3. Acknowledge that time is different than focus.

Now some people say to me, “I cherish becoming a writer, but I spend so much time at work that I can’t practice it. I just don’t have the time.”

Well, that’s okay. The truth is, you don’t need to have tons of time to nurture your cherished thing. Instead, what you need is focus. Focus is the driving force that sets you apart from others who know what they cherish, but lack the discipline to apply their full attention to it. So it’s okay if you work 5 days a week, and can only spend 5 hours on your cherished thing. With pure focus, those 5 hours absolutely make up for the extra time you’re spending on doing other things. Give what you cherish your full, undivided attention for whatever amount of time you can, and you’ll be one step closer to finding your life purpose.

4. Make each goal a journey.

If you’re wondering how to focus, you’re not alone. Focus shows up in different ways for different people. The first step to focus is to identify why you’re doing something. After all, if you don’t know why you’re doing it, what’s the point? You might as well throw it away. The second step is to determine your end goal. Know what “done” means to you, and when you’ll draw a line in the sand. Pro tip: when you’re doing this, don’t shoot for perfection. At the end of the day, finishing something is better than making it perfect.

Now, metaphorically-speaking, a lot of people are trying to climb a mountain. And yet… when was the last time you heard of anyone who climbed Mount Everest without taking a break (or perishing first)? It’s impossible. So break down your goals into manageable chunks. Any experienced climber will tell you that they need to take frequent breaks to rest and recharge. That is precisely what you need to do with your goals: break them down, and as you achieve each one, pause and reassess before you continue. You may decide to adjust a goal, as life changes along the way. But the most important thing is — your little goals are part of your overall journey.

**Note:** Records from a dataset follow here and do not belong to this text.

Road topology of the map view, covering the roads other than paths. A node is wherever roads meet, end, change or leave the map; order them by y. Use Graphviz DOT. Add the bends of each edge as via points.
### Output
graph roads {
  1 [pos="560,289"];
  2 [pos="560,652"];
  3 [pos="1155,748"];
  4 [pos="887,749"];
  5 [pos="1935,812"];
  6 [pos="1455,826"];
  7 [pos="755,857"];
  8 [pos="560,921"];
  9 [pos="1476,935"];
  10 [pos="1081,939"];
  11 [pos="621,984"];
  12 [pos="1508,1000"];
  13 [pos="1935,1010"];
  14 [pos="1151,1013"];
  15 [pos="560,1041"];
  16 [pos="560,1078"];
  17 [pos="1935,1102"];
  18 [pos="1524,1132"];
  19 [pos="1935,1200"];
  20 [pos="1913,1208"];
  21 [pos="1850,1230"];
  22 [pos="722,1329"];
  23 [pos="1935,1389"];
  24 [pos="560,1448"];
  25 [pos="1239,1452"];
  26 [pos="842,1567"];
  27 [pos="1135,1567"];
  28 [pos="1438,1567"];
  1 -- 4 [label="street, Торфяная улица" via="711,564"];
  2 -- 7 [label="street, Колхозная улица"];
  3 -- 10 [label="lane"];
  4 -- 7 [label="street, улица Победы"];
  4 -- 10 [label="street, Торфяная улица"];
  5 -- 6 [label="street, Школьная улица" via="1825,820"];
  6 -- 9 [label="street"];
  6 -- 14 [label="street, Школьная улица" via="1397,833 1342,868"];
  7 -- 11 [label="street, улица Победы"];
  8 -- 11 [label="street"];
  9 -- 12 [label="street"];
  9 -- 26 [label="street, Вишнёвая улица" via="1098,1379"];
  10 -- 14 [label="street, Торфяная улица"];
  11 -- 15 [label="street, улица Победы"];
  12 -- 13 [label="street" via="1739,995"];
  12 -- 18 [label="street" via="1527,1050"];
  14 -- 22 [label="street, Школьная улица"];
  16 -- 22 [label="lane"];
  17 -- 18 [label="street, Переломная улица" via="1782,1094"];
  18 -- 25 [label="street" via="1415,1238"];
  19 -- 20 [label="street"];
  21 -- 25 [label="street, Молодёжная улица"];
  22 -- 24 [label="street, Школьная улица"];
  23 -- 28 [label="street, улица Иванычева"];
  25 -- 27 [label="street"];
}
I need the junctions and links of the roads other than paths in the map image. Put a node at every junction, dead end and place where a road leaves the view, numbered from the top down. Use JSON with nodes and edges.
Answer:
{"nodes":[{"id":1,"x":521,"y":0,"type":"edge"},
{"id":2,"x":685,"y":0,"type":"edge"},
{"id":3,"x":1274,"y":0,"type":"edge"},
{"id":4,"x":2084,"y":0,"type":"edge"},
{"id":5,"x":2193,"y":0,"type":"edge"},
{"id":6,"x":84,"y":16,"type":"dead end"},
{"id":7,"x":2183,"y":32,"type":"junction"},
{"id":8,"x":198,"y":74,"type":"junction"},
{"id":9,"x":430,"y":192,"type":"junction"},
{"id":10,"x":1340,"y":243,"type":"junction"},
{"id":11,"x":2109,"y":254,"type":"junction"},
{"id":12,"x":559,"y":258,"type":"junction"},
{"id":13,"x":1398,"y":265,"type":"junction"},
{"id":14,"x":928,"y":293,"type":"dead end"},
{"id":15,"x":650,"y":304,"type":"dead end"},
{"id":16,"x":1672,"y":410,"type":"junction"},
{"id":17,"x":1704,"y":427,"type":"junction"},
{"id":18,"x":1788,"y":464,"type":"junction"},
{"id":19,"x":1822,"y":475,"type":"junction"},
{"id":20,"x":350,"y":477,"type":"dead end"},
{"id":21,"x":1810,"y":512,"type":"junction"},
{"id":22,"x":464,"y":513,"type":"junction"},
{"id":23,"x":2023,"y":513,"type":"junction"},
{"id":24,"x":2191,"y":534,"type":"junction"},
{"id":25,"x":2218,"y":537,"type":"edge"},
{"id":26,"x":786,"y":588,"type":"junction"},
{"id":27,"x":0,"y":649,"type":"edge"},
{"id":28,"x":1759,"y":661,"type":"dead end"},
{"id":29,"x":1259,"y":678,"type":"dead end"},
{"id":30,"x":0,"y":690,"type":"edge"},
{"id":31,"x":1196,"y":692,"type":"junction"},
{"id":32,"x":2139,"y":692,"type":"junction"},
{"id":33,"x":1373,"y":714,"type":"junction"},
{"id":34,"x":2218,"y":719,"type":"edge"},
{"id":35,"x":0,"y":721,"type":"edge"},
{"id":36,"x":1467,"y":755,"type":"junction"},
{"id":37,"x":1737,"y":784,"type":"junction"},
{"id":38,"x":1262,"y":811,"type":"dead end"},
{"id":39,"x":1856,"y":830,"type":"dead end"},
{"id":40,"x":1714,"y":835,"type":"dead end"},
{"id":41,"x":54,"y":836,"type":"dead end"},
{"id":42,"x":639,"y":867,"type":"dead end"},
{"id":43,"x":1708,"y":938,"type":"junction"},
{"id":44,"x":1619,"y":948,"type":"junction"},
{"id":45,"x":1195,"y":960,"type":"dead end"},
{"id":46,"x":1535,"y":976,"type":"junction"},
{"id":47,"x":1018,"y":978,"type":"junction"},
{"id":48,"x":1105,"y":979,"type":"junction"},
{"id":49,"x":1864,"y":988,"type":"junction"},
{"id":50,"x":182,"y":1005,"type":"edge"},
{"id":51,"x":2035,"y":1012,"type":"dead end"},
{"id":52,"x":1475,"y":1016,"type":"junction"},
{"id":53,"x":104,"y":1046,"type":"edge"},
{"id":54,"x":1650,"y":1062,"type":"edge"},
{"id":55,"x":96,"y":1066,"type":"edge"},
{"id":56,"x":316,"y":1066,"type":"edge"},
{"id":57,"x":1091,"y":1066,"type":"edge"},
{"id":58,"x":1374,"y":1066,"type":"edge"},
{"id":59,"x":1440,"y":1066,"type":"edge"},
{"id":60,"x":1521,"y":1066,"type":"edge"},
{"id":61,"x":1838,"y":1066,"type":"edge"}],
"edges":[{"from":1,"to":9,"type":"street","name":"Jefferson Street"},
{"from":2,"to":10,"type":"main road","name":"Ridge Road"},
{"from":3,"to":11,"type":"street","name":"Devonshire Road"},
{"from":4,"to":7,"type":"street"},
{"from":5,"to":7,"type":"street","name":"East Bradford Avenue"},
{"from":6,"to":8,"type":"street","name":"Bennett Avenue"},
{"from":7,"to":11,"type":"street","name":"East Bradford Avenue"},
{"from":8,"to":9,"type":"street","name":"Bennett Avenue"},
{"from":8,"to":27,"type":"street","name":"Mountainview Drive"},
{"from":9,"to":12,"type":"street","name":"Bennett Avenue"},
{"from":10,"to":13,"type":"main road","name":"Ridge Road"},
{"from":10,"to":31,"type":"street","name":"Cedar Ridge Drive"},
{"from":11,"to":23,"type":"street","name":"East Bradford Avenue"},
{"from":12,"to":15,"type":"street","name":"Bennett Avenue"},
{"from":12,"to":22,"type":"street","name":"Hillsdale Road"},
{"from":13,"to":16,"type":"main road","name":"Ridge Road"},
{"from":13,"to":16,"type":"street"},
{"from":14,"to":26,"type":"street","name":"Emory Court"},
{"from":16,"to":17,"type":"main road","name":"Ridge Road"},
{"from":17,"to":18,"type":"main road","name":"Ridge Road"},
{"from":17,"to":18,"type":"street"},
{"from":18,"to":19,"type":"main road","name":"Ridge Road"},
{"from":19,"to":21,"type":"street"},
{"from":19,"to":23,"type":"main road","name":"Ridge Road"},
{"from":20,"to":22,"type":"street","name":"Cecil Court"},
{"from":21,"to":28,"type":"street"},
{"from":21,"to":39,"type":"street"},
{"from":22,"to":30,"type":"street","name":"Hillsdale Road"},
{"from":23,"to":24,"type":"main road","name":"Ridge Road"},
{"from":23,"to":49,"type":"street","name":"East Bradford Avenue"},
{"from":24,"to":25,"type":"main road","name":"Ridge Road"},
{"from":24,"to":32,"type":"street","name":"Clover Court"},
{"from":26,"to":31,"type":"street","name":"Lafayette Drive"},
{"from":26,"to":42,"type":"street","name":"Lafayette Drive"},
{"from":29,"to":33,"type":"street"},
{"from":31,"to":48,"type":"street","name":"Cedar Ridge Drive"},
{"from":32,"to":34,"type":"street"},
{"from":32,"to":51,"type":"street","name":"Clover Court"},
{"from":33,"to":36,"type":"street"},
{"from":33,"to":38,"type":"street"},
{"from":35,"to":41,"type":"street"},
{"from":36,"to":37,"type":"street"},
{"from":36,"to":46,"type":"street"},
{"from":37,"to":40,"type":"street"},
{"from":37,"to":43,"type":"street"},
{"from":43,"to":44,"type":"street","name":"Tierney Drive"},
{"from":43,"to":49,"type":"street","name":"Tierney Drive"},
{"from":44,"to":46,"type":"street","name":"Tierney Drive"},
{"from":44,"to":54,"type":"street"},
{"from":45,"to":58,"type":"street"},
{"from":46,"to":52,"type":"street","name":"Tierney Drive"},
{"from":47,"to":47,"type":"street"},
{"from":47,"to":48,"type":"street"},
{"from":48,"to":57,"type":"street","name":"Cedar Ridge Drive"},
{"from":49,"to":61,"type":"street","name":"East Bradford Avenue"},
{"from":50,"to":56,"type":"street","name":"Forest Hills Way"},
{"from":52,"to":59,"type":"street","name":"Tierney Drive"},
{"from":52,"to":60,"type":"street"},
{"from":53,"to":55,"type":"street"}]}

Let me give you a quick example: I didn’t decide to be a coach overnight. I started first by mentoring colleagues and reading many books, which resulted in getting a job where I coached others. After that, I decided to pursue coaching further and studied theories behind personal and leadership development. After that, I took coaching trainings at work, which led to me joining a coaching program. As you can see, all of those things were mini-journeys that built on top of each other to became part of my broader journey. Essentially, without mini-journeys (your goals), there is no broader journey. So really focus on breaking down your goals, arranging them with intention and putting focus towards them. If you do this, I promise you’ll achieve your larger journey — and find your purpose along the way. Best of all, the process will be one of passion, enjoyment, and learning.

To recap…

1. Slow your mind.

2. Figure out what you cherish.

3. Acknowledge that time is different than focus.

4. Make each goal a journey.

Now you know the most powerful ways to find out who you are and live out your life’s purpose. It may not seem groundbreaking (or new), but let’s return to Michaelangelo’s metaphor for a moment.

Instead of going out and buying a new sculpture, or comparing your sculpture to someone else’s and thinking, “Oh, their sculpture is so much better than mine!”, remind yourself that you are the artist. Nobody else holds the chisel to your life. So don’t look externally — look within. Through being purposeful about how you want to carve your life, you will discover your purpose, and make your sculpture much more unique than it would have been otherwise. So review the 4 steps, set aside some time, and get out there and start carving.